В дни войны: Семейная хроника | страница 25



Когда началась лютая зима и голод, студентки нашей группы вернулись в общежитие института с подорванным здоровьем и все погибли от голода одними из первых.

Когда мы были вместе под Ораниенбаумом, они рассказывали о письмах, полученных ими в начале войны от родных, умоляющих их поскорее вернуться домой — в города, далекие от западных границ, где еще никто не голодал, где их ждали любящие, заботливые родные, где, как писала одна мать, можно тоже трудиться на оборону страны в госпиталях, вновь учрежденных. И где нет угрозы бомбардировок: «Умоляю — приезжай, не задерживайся… У нас сытно. Любящая…» Но по «законам военного времени» никого из них не выпустили из города домой…

Из нашей группы уехала в первые недели войны лишь одна студентка-ленинградка Рая Шендерова, хотя она имела образование медицинской сестры и подлежала призыву в армию или для работы в госпиталях. Но для нее, как и для элегантной Муси, были «свои» неписанные законы: она вышла замуж за своего старого-престарого родственника с «броней» и уехала на Урал, как она мне сказала при прощании, «чтобы спасти старую мать». Рая в эвакуации сразу поступила учиться в местный медицинский институт. Пока действовала почта, Рая писала мне письма о своей тоске, одиночестве, о том, что ей недостает всех нас, и просила прочитывать ее письма вслух студенткам нашей группы. Я это делала. Никто ее никогда не осудил, никто не позавидовал ее новой замужней спокойной жизни. Только Боброва заметила: «Сама выбрала себе судьбу, ее не неволили. Передай привет, но больше от нас ничего не пиши». А мне было жаль ее. Мы с Раей были дружны — она приходила, когда мы учились в 3-м Мед. ин-те, ко мне домой «зубрить кости». Для экзаменов по анатомии у меня был скелет, купленный мне, когда я поступила в институт, — очень большой. Наш Туман много дней на него свирепо лаял. По этому скелету мы занимались вдвоем, пока не сдали на втором курсе экзамены. Рая мне очень много о себе рассказывала. Она была очень одинокой среди многих старых родственников и ко мне привязалась, а мне она нравилась своею медленной рассудительностью и взрослостью — она была лет на шесть старше меня.

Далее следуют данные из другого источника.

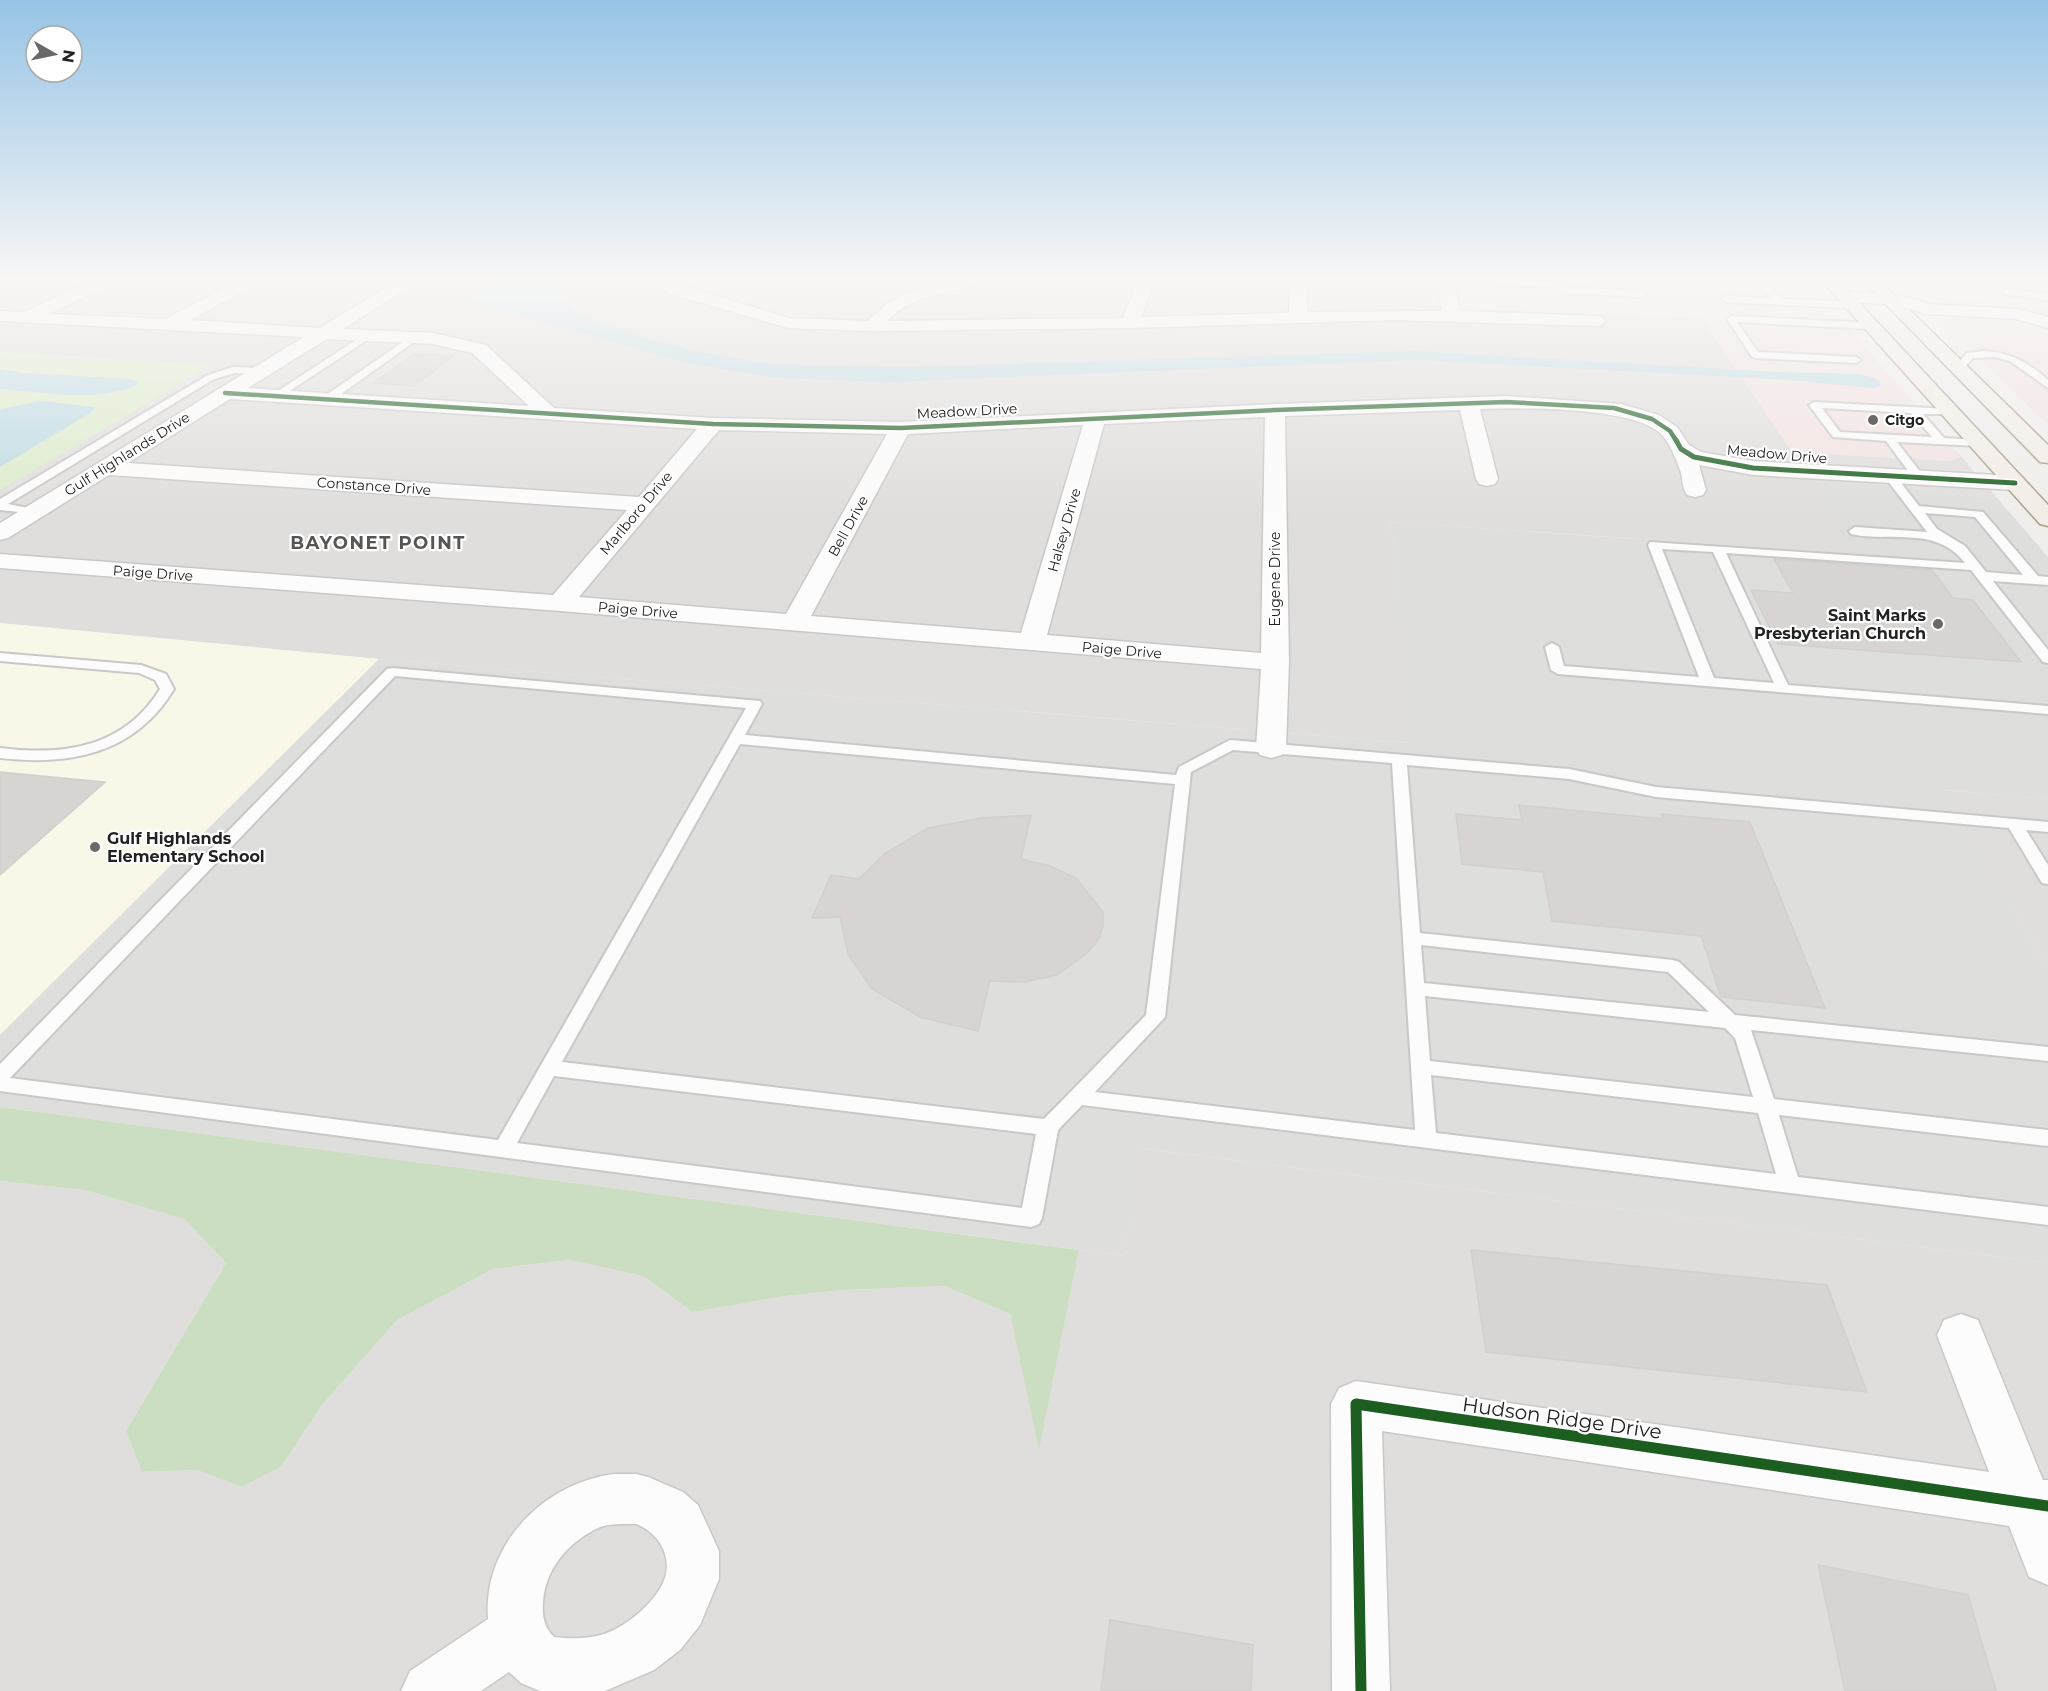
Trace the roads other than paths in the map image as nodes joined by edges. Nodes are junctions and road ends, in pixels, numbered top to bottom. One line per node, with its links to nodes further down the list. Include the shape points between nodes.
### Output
1 (279, 360): 13 (street, Gulf Highlands Drive)
2 (330, 360): 16 (lane)
3 (383, 360): 17 (lane)
4 (490, 360): 22 (street)
5 (1902, 360): 21 (main road)
6 (1907, 360): 26 (main road)
7 (1951, 360): 11 (main road)
8 (1966, 360): 11 (lane)
9 (2016, 360): 10 (lane)
10 (2030, 367): 12 (lane); 14 (lane)
11 (1959, 368): 30 (main road)
12 (2048, 368)
13 (261, 371): 15 (street, Gulf Highlands Drive); 40 (lane, via 233,370 211,377 3,502 2,507 9,510)
14 (2048, 385)
15 (225, 393): 16 (street, Meadow Drive); 31 (street, Gulf Highlands Drive)
16 (275, 396): 17 (street, Meadow Drive)
17 (326, 400): 22 (street, Meadow Drive)
18 (1468, 402): 19 (street, Meadow Drive); 29 (street, Meadow Drive, via 1614,408 1652,419 1670,431); 34 (street)
19 (1275, 410): 23 (street, Meadow Drive); 55 (street, Eugene Drive)
20 (1914, 410): 21 (lane); 27 (lane, via 1814,405 1837,435); 28 (lane)
21 (1950, 412): 26 (main road)
22 (548, 413): 24 (street, Meadow Drive)
23 (1095, 418): 25 (street, Meadow Drive); 51 (street, Halsey Drive)
24 (713, 424): 25 (street, Meadow Drive); 38 (street, Marlboro Drive)
25 (901, 428): 50 (street, Bell Drive)
26 (1989, 435): 28 (lane); 30 (main road, via 2024,453); 35 (main road)
27 (1889, 438): 28 (lane); 33 (lane)
28 (1941, 441)
29 (1681, 449): 32 (street, Meadow Drive, via 1695,457 1730,465); 36 (street, Meadow Drive)
30 (2048, 459)
31 (105, 468): 38 (street, Constance Drive); 40 (street, Gulf Highlands Drive)
32 (1890, 476): 33 (street, Meadow Drive); 39 (lane)
33 (1919, 478): 35 (street, Meadow Drive)
34 (1487, 479)
35 (2015, 483): 37 (main road); 41 (main road)
36 (1695, 490)
37 (2048, 493)
38 (644, 504): 49 (street, Marlboro Drive)
39 (1916, 509): 44 (lane); 48 (lane, via 1979,514)
40 (34, 512): 43 (street, Gulf Highlands Drive)
41 (2048, 519)
42 (1855, 531): 44 (lane)
43 (0, 533)
44 (1941, 537): 47 (lane, via 1961,549)
45 (1718, 549): 47 (lane); 56 (lane, via 1654,545); 57 (lane)
46 (0, 561): 49 (street, Paige Drive)
47 (1980, 572): 48 (lane); 54 (lane)
48 (2043, 582)
49 (560, 603): 50 (street, Paige Drive)
50 (794, 623): 51 (street, Paige Drive)
51 (1032, 642): 55 (street, Paige Drive)
52 (1552, 647): 56 (lane, via 1558,670)
53 (0, 657): 61 (lane, via 141,669 161,676 167,689 160,703 143,720 118,737 55,756)
54 (2048, 659)
55 (1275, 663): 60 (street, Eugene Drive)
56 (1708, 682): 57 (lane)
57 (1783, 688): 58 (lane)
58 (2048, 710)
59 (735, 740): 63 (lane); 72 (lane); 73 (lane, via 755,704 392,672)
60 (1271, 748): 62 (lane); 63 (lane, via 1230,745 1184,770)
61 (0, 753)
62 (1399, 759): 64 (lane, via 1569,774 1656,792); 67 (lane)
63 (1183, 780): 75 (lane, via 1155,1017)
64 (2014, 824): 65 (lane); 66 (lane)
65 (2048, 826)
66 (2048, 879)
67 (1412, 938): 68 (lane); 69 (lane, via 1673,966)
68 (1416, 989): 69 (lane); 71 (lane)
69 (1730, 1021): 70 (lane); 76 (lane, via 1744,1035)
70 (2048, 1054)
71 (1421, 1067): 76 (lane); 79 (lane)
72 (549, 1068): 77 (lane); 80 (lane)
73 (0, 1076)
74 (0, 1084): 80 (lane)
75 (1077, 1097): 77 (lane); 79 (lane)
76 (1765, 1106): 78 (lane); 81 (lane)
77 (1048, 1127): 80 (lane, via 1031,1218)
78 (2048, 1138)
79 (1426, 1139): 81 (lane)
80 (503, 1149)
81 (1790, 1184): 82 (lane)
82 (2048, 1216)
83 (1961, 1335): 84 (street)
84 (2037, 1505): 85 (street); 88 (street, Hudson Ridge Drive, via 1356,1404)
85 (2048, 1558)
86 (517, 1633): 87 (street)
87 (430, 1691)
88 (1361, 1691)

А противотанковый ров, который мы копали усердно под Ораниенбаумом, оказался непригодным. Инженер-строитель просчитался и построил его как зеркальное изображение того, что требовалось: для наших танков — преграда, для немецких — чудная дорога в наш тыл, без помех. Очень надеюсь, что неудачливому инженеру не успели «пришить» звание «врага народа» в общей неразберихе во время немецких атак. Знаю, что наш ров засыпали, но вряд ли успели построить новый, уже не было времени. Одно слабое утешение в надежде, что, может, немецкие танки завязли в рыхлой земле засыпанных траншей и выбыли из строя, — тогда наш труд не совсем пропал даром.